Mi familia silenciosa... por M. Yolanda Tejero

11.11.2016 08:48
A veces es extraño que las cosas estén tan calladas, pasan  tiempo escuchando  y viendo pasar  toda una vida ajena.    Son testigos  mudos de   las malas y las buenas noticias, del ruido suave de las lágrimas cuándo  resbalan y caen,  de los gritos que se escapan del amor y los chillidos que se encierran en el odio.
Aquí en el dormitorio, solo estamos los objetos que nos hemos  ganado a pulso  nuestro  lugar en el mundo
Somos  los guardianes de sueños,  habitamos  entre   vestidos,  somos  joyas y muchos abalorios que a ella  le gustan más  que los diamantes, alguno se esconde   entre su hipoteca  y  su testamento. La caja de madera con dibujos picassianos oculta  sus cartas de amor,  sus ahorros en una vieja lata, y algunos   humildes calcetines  con pelotillas ocultando   algún  regalo anónimo.  Ninguno está instalado ahí por azar.
En la cómoda están los  viejos consejeros;   un buda,  la virgen de Aparecida,   iconos ortodoxos, velas rosas  y  las “matrioskas”  en formación,   los que componen  este  altar  constituyen  esa vida  que los demás desconocen y que ella les confía celosamente,  son los dueños de confidencias sin palabras,   leen su pensamiento.
En la cabecera velamos su sueño de cansancio o descanso. Los elegidos son los que vinieron de los lugares en los que fue feliz.  No podría asegurar si aún soy su preferido, pero aún conservo mi sitio privilegiado.
Estoy enmarcado en un cuadro tal vez un  poco grande para mis pequeñas dimensiones, supongo que quiso albergarme en un lugar preferente  para custodiar todo lo que dentro de mí está.  Antes  el marco fue dorado, con el último cambio de decoración la madera tiene tintes plateados, para entonar con los marcos de los  carboncillos  tailandeses,  de las multitudes de India  en elefante  y  la luna negra de Oaxaca.
Me presento,  como   una acuarela aunque en realidad soy un pastel  de colores tenues que reproduce  la catedral de San Basilio dibujada  en un papel burdo que aún se conserva  pegado al falso” passe-partout”  de la pintura.  Me dibujó un atrevido pintor que estando prohibido vender, se empeñaba en exponer  a los turistas en la plaza  sus grabados, acuarelas o pasteles.
Soy un recuerdo de la vieja URRS. Un regalo de alguien  que conoció  en el vuelo a Moscú, vía Budapest que el destino o alguna azafata con buen ojo les colocó en el asiento de al lado  y que desde el despegue no pararon de hablar, ni se separaron para descubrir  la fría ciudad.
 Si te fijas bien en mí, más allá del dibujo… verás la llegada  a  Moscú a las tres de la tarde  y  noche  cerrada. La Catedral iluminada, y los colores excesivos de sus cúpulas  brillando   y  en el cielo negro deslumbrando  unas estrellas rojas en los extremos de algunos de los  edificios  del Kremlin.

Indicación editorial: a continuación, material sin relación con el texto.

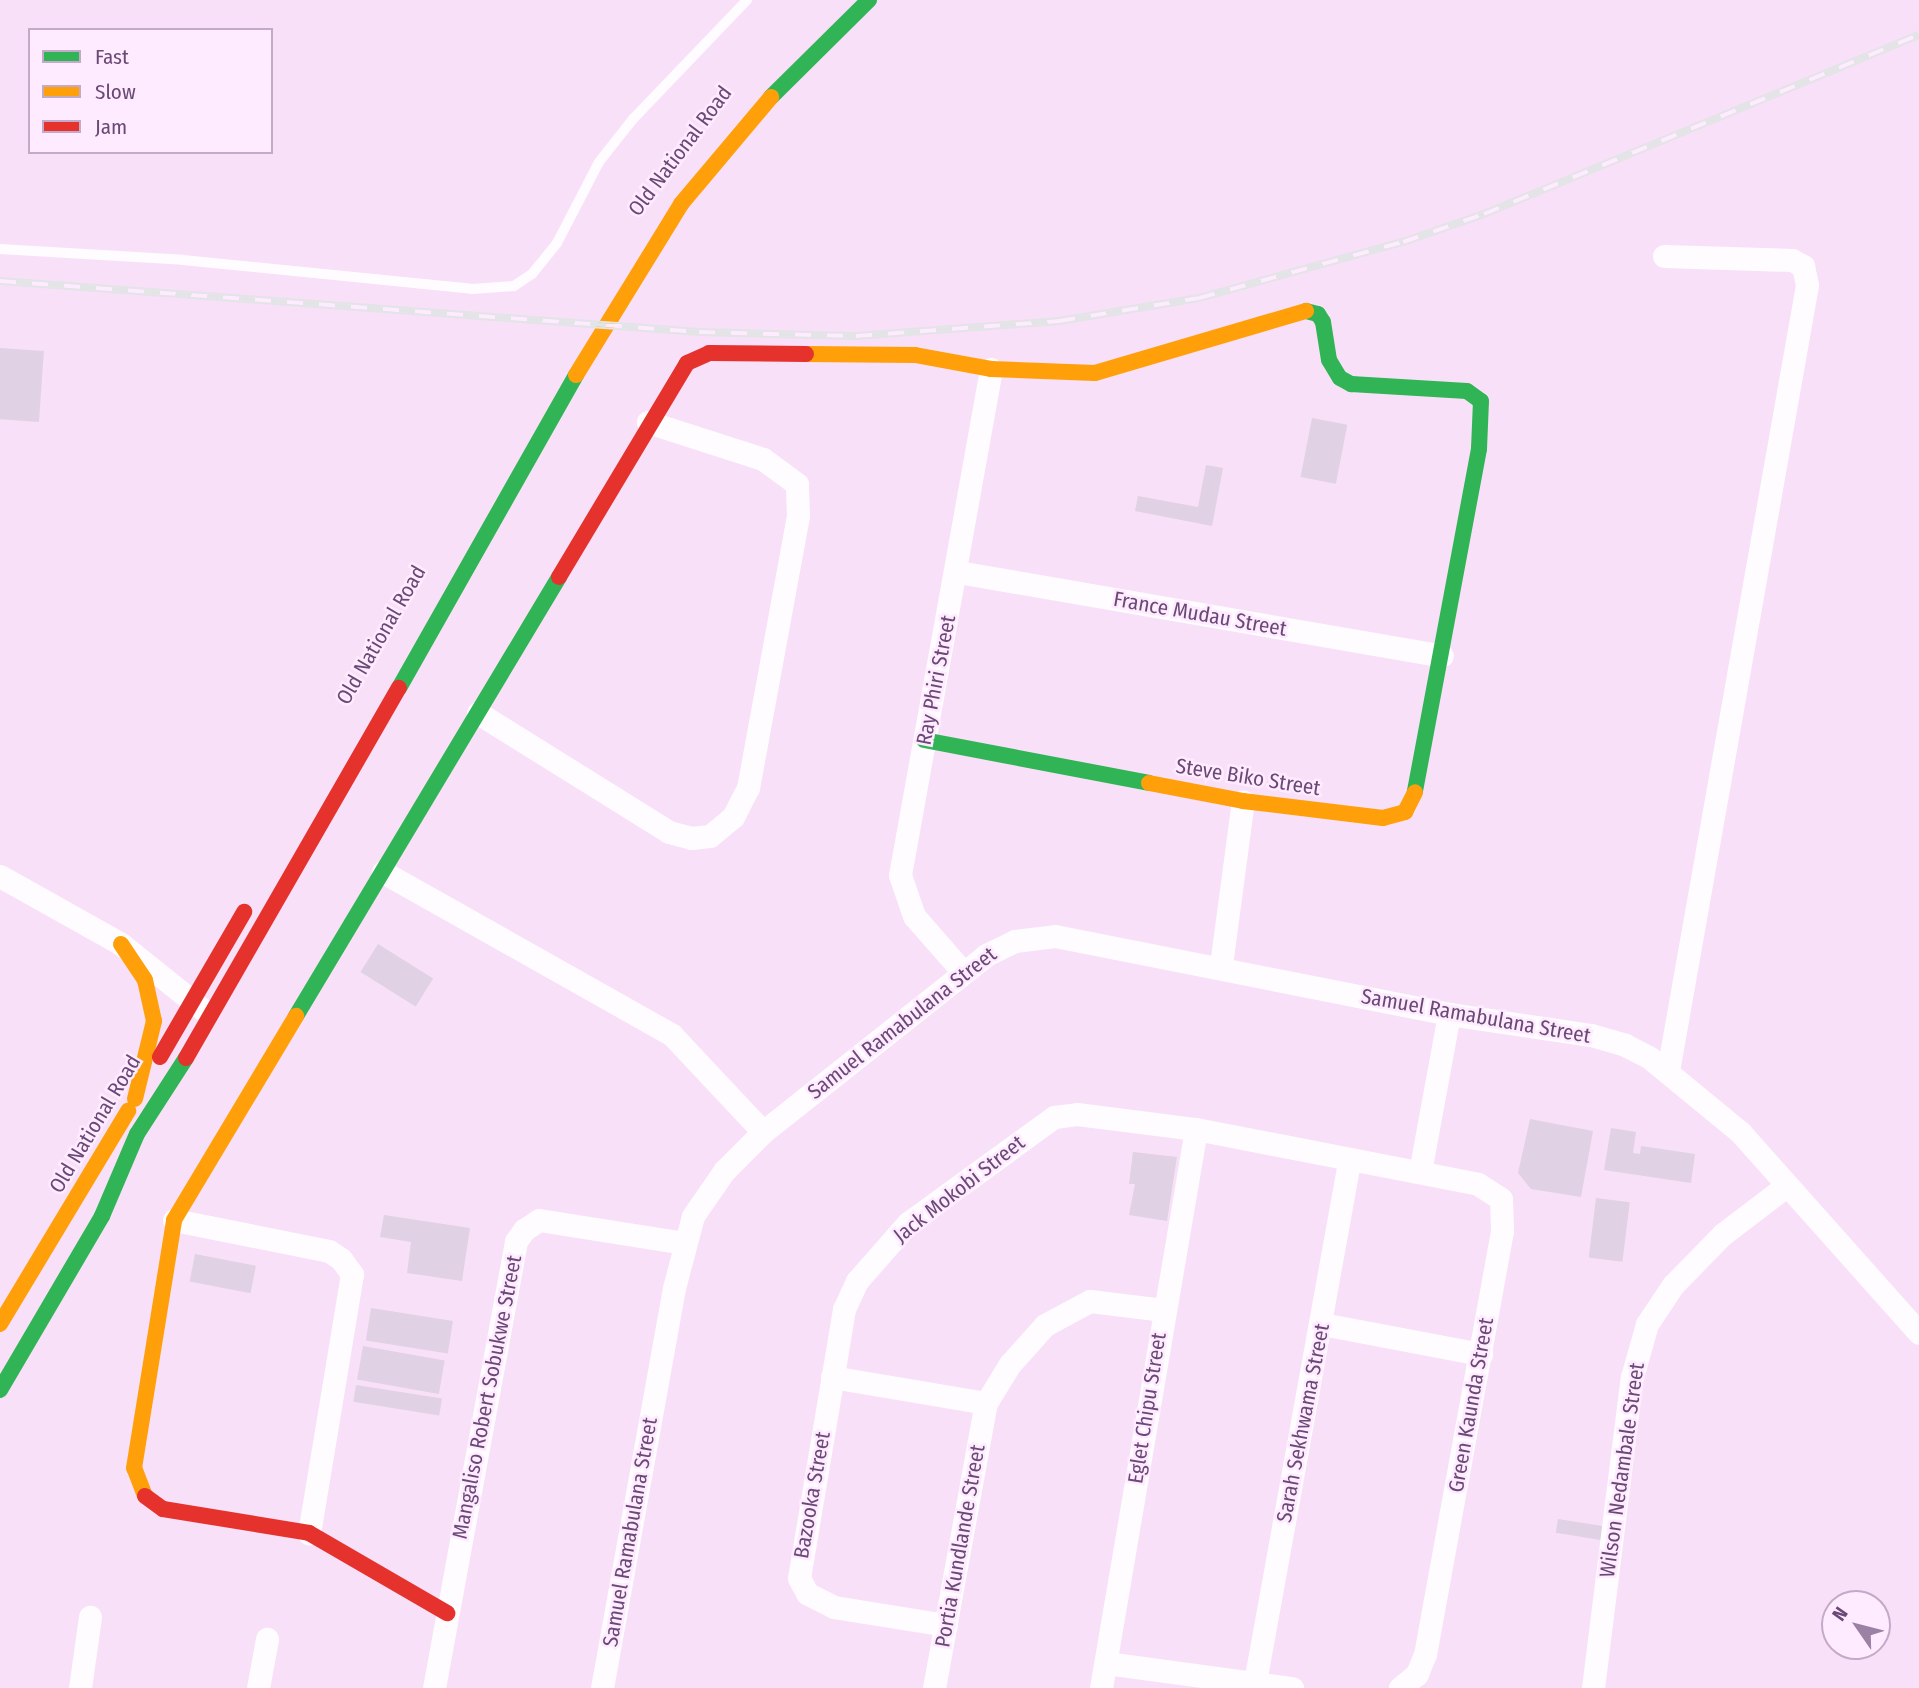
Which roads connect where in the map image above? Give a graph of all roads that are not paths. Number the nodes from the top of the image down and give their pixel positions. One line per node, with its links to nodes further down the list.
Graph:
1 (747, 0): 4 (lane)
2 (869, 0): 24 (street, Old National Road)
3 (709, 143): 6 (street, Old National Road)
4 (0, 249)
5 (1664, 256): 25 (street)
6 (622, 265)
7 (589, 319): 10 (street)
8 (992, 369): 9 (street); 11 (street, Ray Phiri Street); 12 (street)
9 (648, 422): 13 (street); 13 (street)
10 (487, 496)
11 (958, 572): 12 (street, France Mudau Street); 14 (street, Ray Phiri Street)
12 (1442, 656): 15 (street, Steve Biko Street)
13 (478, 713): 16 (street)
14 (924, 740): 15 (street, Steve Biko Street); 21 (street, Ray Phiri Street)
15 (1243, 801): 20 (street)
16 (383, 872): 28 (street); 32 (street)
17 (0, 876): 19 (street)
18 (252, 898): 22 (street, Old National Road)
19 (121, 944): 22 (street); 26 (street)
20 (1221, 965): 21 (street, Samuel Ramabulana Street); 23 (street, Samuel Ramabulana Street)
21 (964, 972): 28 (street, Samuel Ramabulana Street)
22 (192, 1003): 24 (street); 26 (street, Old National Road)
23 (1449, 1014): 25 (street, Samuel Ramabulana Street); 30 (street)
24 (214, 1015): 40 (street, Old National Road)
25 (1668, 1071): 31 (street, Samuel Ramabulana Street)
26 (135, 1099): 35 (street, Old National Road)
27 (1196, 1129): 29 (street, Jack Mokobi Street); 34 (street, Eglet Chipu Street); 39 (street, Jack Mokobi Street)
28 (763, 1132): 33 (street, Samuel Ramabulana Street)
29 (1349, 1162): 30 (street, Jack Mokobi Street); 36 (street, Sarah Sekhwama Street)
30 (1420, 1172): 38 (street, Green Kaunda Street)
31 (1786, 1186): 37 (street, Samuel Ramabulana Street); 57 (street, Wilson Nedambale Street)
32 (174, 1220): 42 (street); 42 (street)
33 (685, 1244): 43 (street, Mangaliso Robert Sobukwe Street); 52 (street, Samuel Ramabulana Street)
34 (1163, 1310): 41 (street); 47 (street, Eglet Chipu Street)
35 (0, 1324)
36 (1322, 1324): 38 (street); 48 (street, Sarah Sekhwama Street)
37 (1919, 1333)
38 (1481, 1354): 56 (street, Green Kaunda Street)
39 (832, 1377): 41 (street); 45 (street, Bazooka Street)
40 (0, 1390)
41 (986, 1403): 45 (street, Portia Kundlande Street)
42 (309, 1533): 43 (street)
43 (447, 1613): 51 (street, Mangaliso Robert Sobukwe Street)
44 (90, 1617): 49 (street)
45 (946, 1625): 53 (street, Portia Kundlande Street)
46 (267, 1639): 50 (street)
47 (1106, 1663): 48 (street); 54 (street, Eglet Chipu Street)
48 (1255, 1682): 55 (street)
49 (80, 1688)
50 (258, 1688)
51 (434, 1688)
52 (602, 1688)
53 (933, 1688)
54 (1101, 1688)
55 (1292, 1688)
56 (1400, 1688)
57 (1593, 1688)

 Mira  fijamente a través de mi cristal y ahí  por la  calzada reluciente  verás la gente que  pasea, y estoy seguro que aun se  guardan reflejos en el suelo,                     porque siguen fijos en su retina , los negros, los rojos, y ese destello de azules que salen de unos ojos curiosos y una voz grave que no para de decirle que la Plaza Roja en ruso significa la Plaza Bonita  y que todos los brillos que salen del suelo y del cielo, les esperaban para darles la  bienvenida  y escucharás al muchacho que   no para de contar historias de Dostoievski,  de Tolstoi y de todo lo que le apasiona de esta ciudad.
Algunas noches  antes de acostarse  me mira   y  muy despacio pasea  sus dedos por el  contorno de  mi cristal  y entonces la esencia  lejana de felicidad que aún  guardo en mi dibujo  brilla  de nuevo con fuerza  y  ella siente  un temblor  que  remueve  todas sus  fibras  dormidas. 
En ese mismo instante    y  a muchos kilómetros de esta habitación,  el hombre del que no sabe hace mucho tiempo,  siente un cosquilleo que se   pasea  por sus  vertebras y  recuerda  las punzadas de la felicidad.